International career
- 2022–2023: Australia U17 / 3 / (0)

= Leah de Oliveira =

South African Australian soccer player (born 2006)

Leah de Oliveira (/pt/; born 17 February 2006) is a professional soccer player who plays as a striker for Campeonato Nacional Feminino (Liga BPI) club Marítimo. She previously played for National Premier Leagues NSW Women's (NPL NSW Women's) club APIA Leichhardt and Liga BPI club Estoril Praia. Born in South Africa, she has represented Australia at under-17 level.

==Early life==
De Oliveira was born on 17 February 2006 in Cape Town, Western Cape. She is of Portuguese descent through her grandparents, who were born and raised on the island of Madeira. Her family migrated from South Africa to Australia, where she was raised and began her soccer career, playing youth soccer for the Football NSW Institute until 2023.

==Club career==

===APIA Leichhardt===
De Oliveira began her senior career in 17 years old, signing for National Premier Leagues NSW Women's (NPL NSW Women's) club APIA Leichhardt ahead of the 2023 season. She left the club during the 2024 season to sign for Portuguese side Estoril Praia in the Campeonato Nacional Feminino (Liga BPI).

===Estoril Praia===
In June 2024, De Oliveira moved to Portugal and signed for Campeonato Nacional Feminino (Liga BPI) club Estoril Praia ahead of the 2024–25 season. Initially playing for their under-19s team, she made her debut for the first team on 7 October 2024, making a cameo appearance as a substitute in a 2–1 loss at home to Braga at Estádio António Coimbra da Mota in Bairro Fausto de Figueiredo, Estoril. She departed the club at the end of the season following the club's relegation to the II Divisião Feminino for the 2025–26 season, finishing her spell with one goal in three brief appearances.

===Marítimo===
In August 2025, de Oliveira signed for Campeonato Nacional Feminino (Liga BPI) club Marítimo ahead of the 2025–26 season. She made her debut for the club on 21 September 2025 in the opening round of the season, starting in a 4–2 home loss to Torreense at Campo da Imaculada Conceição in Quinta do Falcão, Funchal.

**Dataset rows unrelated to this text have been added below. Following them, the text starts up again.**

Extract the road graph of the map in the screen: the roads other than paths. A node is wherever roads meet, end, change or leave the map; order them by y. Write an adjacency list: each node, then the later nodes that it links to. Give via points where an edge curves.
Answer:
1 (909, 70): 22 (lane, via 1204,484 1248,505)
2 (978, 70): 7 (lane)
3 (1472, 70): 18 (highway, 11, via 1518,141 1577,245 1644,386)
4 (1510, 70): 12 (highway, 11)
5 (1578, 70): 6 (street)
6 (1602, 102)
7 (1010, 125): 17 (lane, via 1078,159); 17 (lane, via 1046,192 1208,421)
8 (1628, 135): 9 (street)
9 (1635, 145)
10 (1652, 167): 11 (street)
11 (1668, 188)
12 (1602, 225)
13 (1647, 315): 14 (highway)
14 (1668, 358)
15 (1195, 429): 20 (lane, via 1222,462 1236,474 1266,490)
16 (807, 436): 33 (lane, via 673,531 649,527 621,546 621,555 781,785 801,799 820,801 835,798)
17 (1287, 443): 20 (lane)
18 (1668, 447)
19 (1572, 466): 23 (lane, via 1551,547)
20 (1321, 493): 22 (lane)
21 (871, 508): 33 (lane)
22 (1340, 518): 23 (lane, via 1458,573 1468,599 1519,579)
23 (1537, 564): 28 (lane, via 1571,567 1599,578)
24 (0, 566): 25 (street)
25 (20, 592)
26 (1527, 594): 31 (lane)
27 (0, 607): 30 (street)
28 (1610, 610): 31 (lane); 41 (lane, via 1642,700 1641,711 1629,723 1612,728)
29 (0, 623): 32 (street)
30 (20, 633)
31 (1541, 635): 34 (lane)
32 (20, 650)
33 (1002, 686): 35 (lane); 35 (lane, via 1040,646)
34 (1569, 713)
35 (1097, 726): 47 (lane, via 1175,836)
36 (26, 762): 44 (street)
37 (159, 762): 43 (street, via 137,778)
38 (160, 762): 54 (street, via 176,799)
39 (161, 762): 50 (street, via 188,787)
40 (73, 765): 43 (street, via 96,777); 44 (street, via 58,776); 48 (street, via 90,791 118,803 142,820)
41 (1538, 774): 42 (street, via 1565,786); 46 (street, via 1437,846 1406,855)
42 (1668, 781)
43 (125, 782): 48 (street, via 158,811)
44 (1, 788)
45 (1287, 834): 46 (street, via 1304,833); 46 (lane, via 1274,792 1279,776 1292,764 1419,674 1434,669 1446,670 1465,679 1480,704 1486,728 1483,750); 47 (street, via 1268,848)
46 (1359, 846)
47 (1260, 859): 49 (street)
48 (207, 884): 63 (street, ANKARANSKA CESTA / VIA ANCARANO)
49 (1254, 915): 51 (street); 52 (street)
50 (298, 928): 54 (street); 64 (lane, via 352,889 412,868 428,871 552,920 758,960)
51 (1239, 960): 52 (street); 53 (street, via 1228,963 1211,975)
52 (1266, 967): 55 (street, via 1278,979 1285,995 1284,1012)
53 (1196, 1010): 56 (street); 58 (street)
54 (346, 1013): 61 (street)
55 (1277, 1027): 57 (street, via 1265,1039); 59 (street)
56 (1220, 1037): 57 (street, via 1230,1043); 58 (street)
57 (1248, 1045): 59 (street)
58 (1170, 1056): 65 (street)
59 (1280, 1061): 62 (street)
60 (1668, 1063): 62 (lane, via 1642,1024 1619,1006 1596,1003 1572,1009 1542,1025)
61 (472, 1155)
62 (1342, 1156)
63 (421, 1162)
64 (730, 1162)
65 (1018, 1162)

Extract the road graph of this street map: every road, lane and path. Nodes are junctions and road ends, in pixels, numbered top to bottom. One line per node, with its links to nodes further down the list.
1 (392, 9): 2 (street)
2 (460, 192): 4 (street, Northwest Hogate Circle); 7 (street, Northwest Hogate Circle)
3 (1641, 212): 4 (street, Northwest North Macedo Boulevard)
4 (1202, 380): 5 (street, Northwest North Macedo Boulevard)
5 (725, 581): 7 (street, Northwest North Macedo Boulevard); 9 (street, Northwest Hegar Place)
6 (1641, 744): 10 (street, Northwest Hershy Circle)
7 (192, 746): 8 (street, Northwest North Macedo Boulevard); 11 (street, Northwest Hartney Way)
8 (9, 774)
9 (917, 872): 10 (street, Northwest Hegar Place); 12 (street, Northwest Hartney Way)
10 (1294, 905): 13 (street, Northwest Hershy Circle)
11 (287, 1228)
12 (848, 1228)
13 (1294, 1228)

She scored her first goal for the club on 7 December 2025 in a 2–1 loss away to Vitória de Guimarães at Academia Vitória SC in Oliveira do Castelo, Guimarães.

==International career==
Per FIFA eligibility rules, de Oliveira is eligible to represent three countries internationally: Australia (where she was raised), Portugal (through her Madeiran grandparents) and South Africa (the country she and her parents were born in).

In June 2022, de Oliveira was selected twice by coach Rae Dower for the Australia under-17 national team for two training camps ahead of the 2022 AFF U-18 Women's Championship from July to August in Palembang, Indonesia, with the first camp being in Wollongong and the second camp being in Brisbane. She was later selected by Dower for the official tournament's 28-player squad. At the tournament, she played in two group stage matches: a 4–0 win over the Philippines on 25 July (coming on as a substitute) and an 8–0 win over Malaysia on 27 July (the only match in the tournament that she started in), both held at Jakabaring Athletic Field. She also came on as a substitute in the final on 4 August at Gelora Sriwijaya Stadium, which Australia won 2–0 over Vietnam to clinch their first title.